Probably only catching up on things as its been quite busy and alas this blog is unfortunately low on the list of priorities… Anyway, I was stunned to read in Variety that
The government of Antigua is likely to abrogate intellectual property treaties with the U.S. by the end of March and authorize wholesale copying of American movies, music and other “soft targets” if the Bush administration fails to respond to proposals for settling a trade dispute between the two counties, according to the lawyer representing the Caribbean island nation.

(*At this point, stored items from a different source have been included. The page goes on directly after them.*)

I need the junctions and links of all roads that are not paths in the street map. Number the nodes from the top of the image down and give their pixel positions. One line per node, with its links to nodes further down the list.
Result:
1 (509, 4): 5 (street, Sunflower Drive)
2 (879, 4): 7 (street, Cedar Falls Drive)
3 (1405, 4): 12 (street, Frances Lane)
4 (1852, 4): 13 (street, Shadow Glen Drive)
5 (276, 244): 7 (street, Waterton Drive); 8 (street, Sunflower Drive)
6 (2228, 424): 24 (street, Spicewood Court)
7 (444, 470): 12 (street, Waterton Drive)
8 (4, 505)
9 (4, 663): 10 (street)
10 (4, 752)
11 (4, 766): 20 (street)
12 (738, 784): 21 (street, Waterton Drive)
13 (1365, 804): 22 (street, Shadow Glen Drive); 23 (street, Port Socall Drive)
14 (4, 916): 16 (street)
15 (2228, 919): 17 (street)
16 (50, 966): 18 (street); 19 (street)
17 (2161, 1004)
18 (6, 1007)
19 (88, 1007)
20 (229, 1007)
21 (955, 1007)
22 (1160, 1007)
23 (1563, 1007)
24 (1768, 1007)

The history is quite interesting. Apparently Antigua has prevailed several times at the WTO in respect of US trade practices related to offshore gambling sites which are hosted in Antigua but the US has taken no action. After roughly five years of proceedings, apparently Antigua is now looking to this course of action as a retaliatory measure. The WTO has to some extent, blessed this course of action. From the article:
The most recent victory was in December, when the WTO ruled that Antigua could exact damages by ignoring IP agreements with the U.S. should a negotiated settlement fail.
Somewhat surprising but the ruling can be found at the WTO site (note – link is to a 74 page PDF) and awards Antigua:
6.1 For the reasons set out above, the Arbitrator determines that the annual level of nullification or impairment of benefits accuing to Antigua in this case is US$21 million and that Antigua has followed the principles and procedures of Article 22.3 of the DSU in determining that it is not practicable or effective to suspend concessions or other obligations under the GATS and that the circumstances were serious enough. Accordingly, the Arbitrator determines that Antigua may request authorization from the DSB, to suspend the obligations under the TRIPS Agreement mentioned in paragraph 5.6 above, at a level not exceeding US$21 million annually.

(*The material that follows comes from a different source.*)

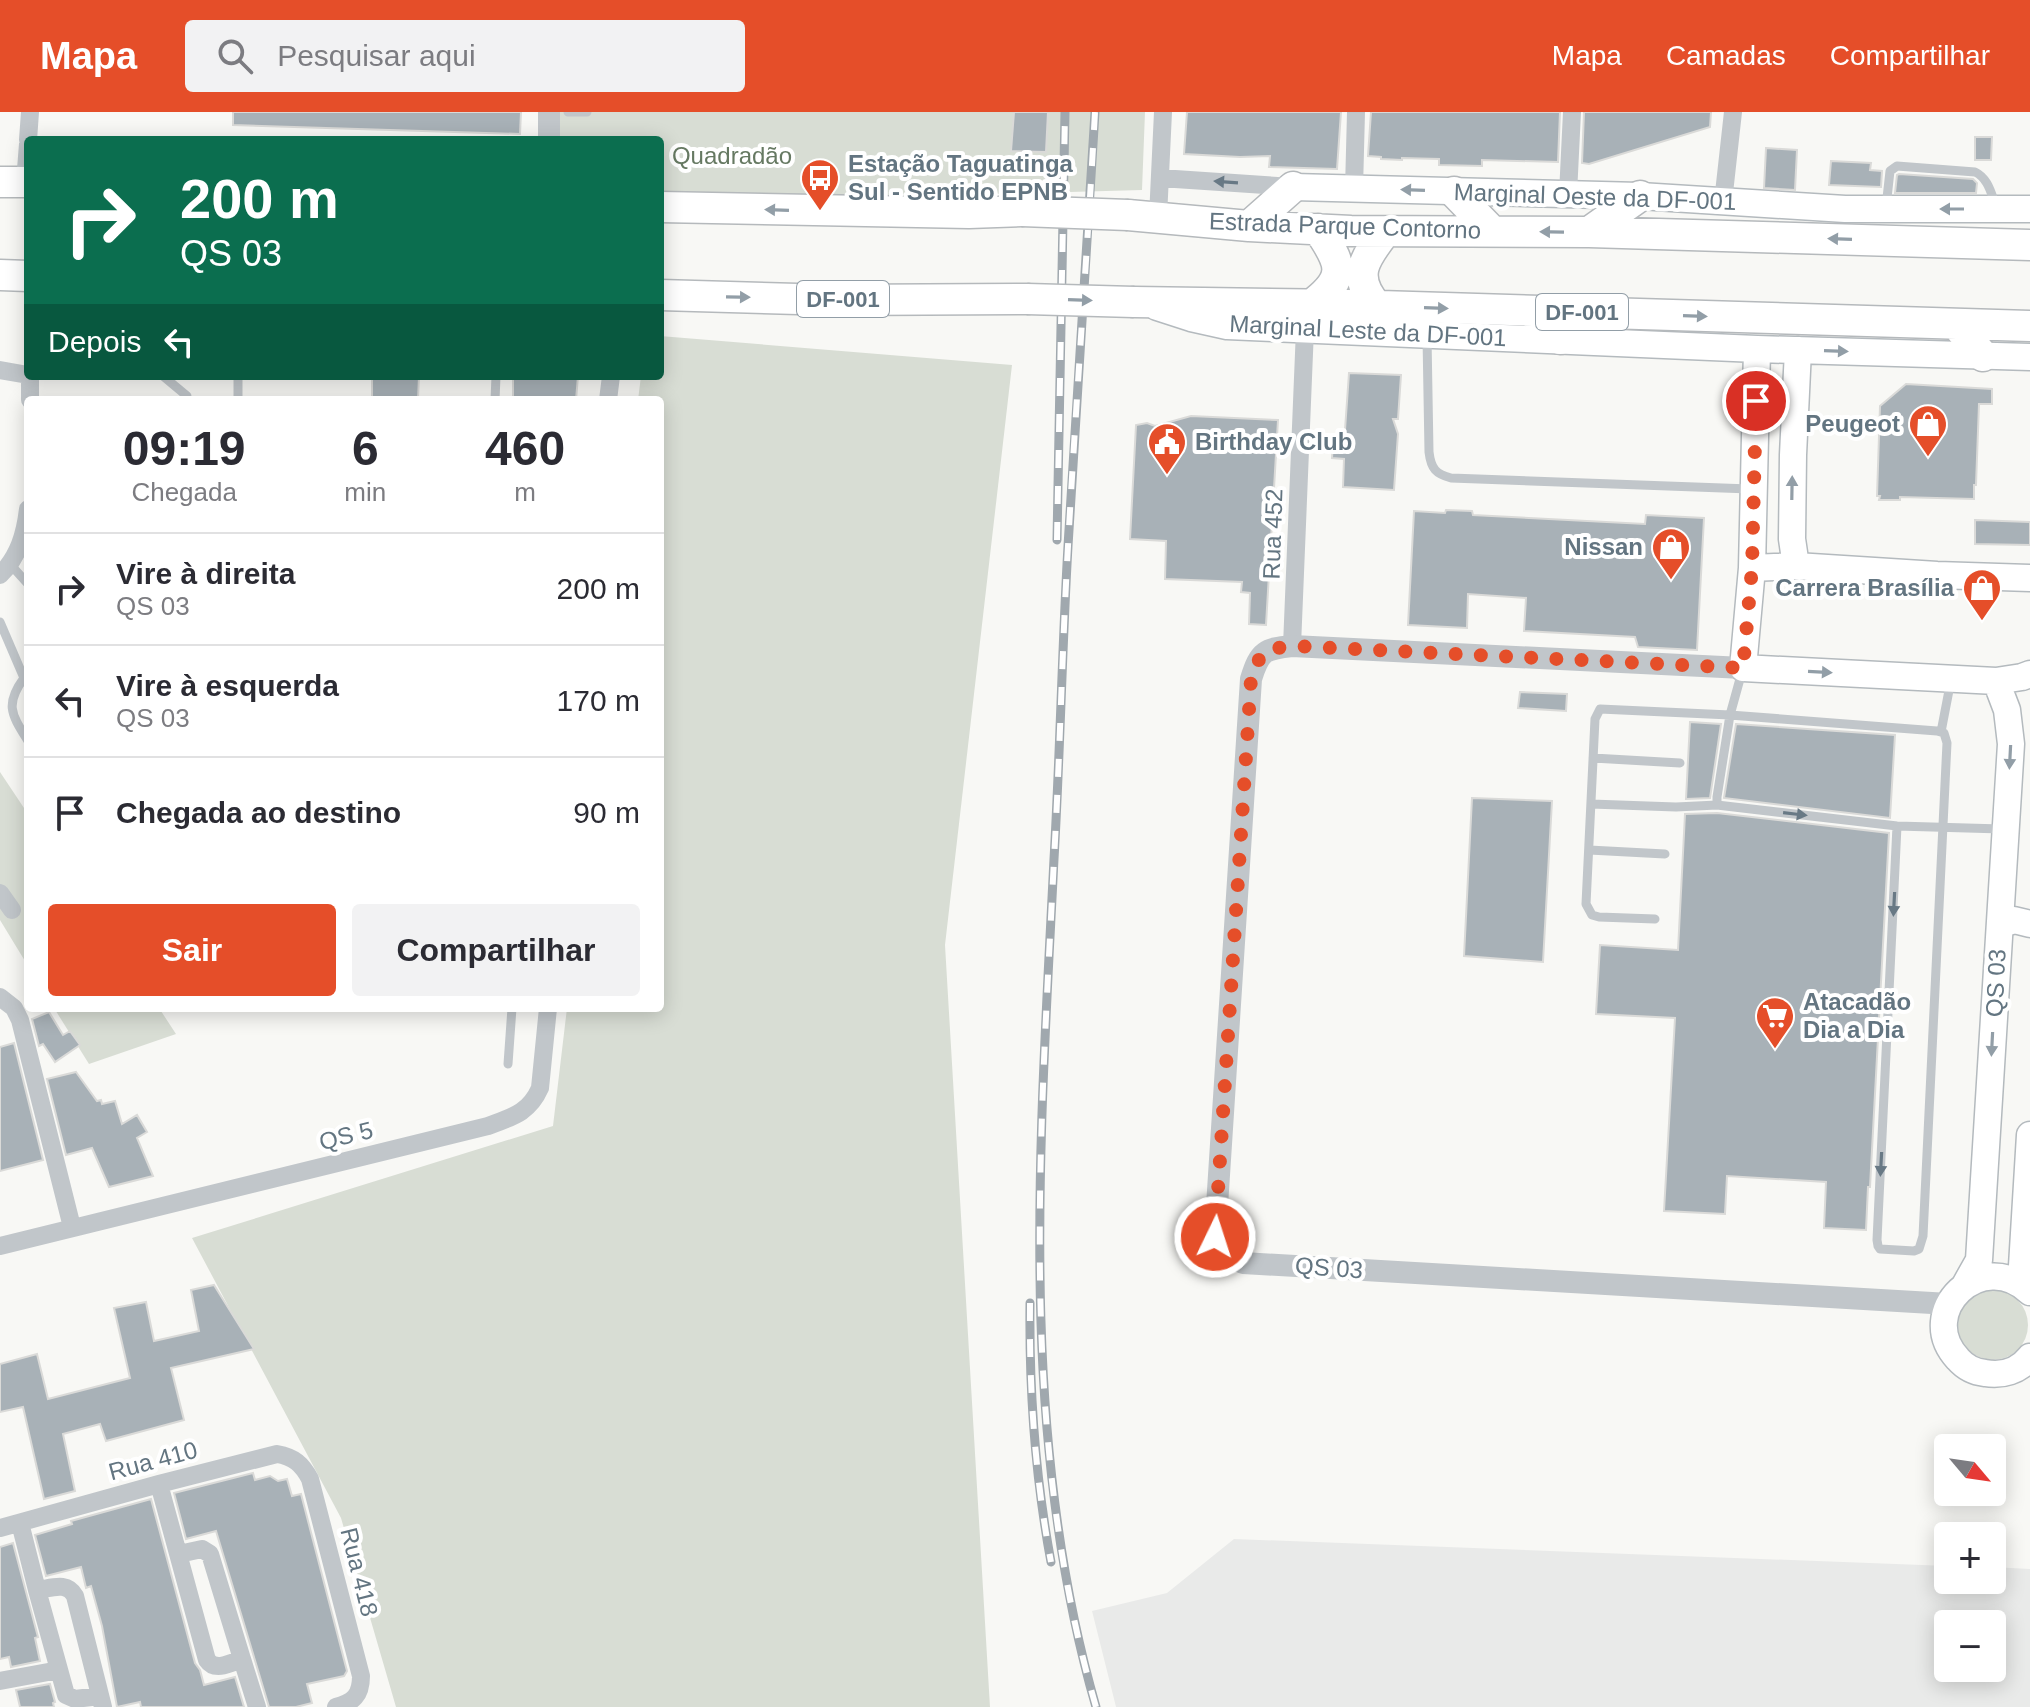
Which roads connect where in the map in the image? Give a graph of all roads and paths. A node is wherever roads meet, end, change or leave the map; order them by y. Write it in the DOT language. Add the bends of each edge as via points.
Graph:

I’m surprised this hasn’t gained more prominence, since the implications could, needless to say, be huge, particularly given other trade disputes that the US has with the EU and others (and in which it has taken a similar course of action). I did not an article that mentioned that Slysoft, the company which broke Blu-Ray’s DRM system, is based in Antigua.
Then again I have been living (or rather working) under a rock lately so may just be late to tune in to this news.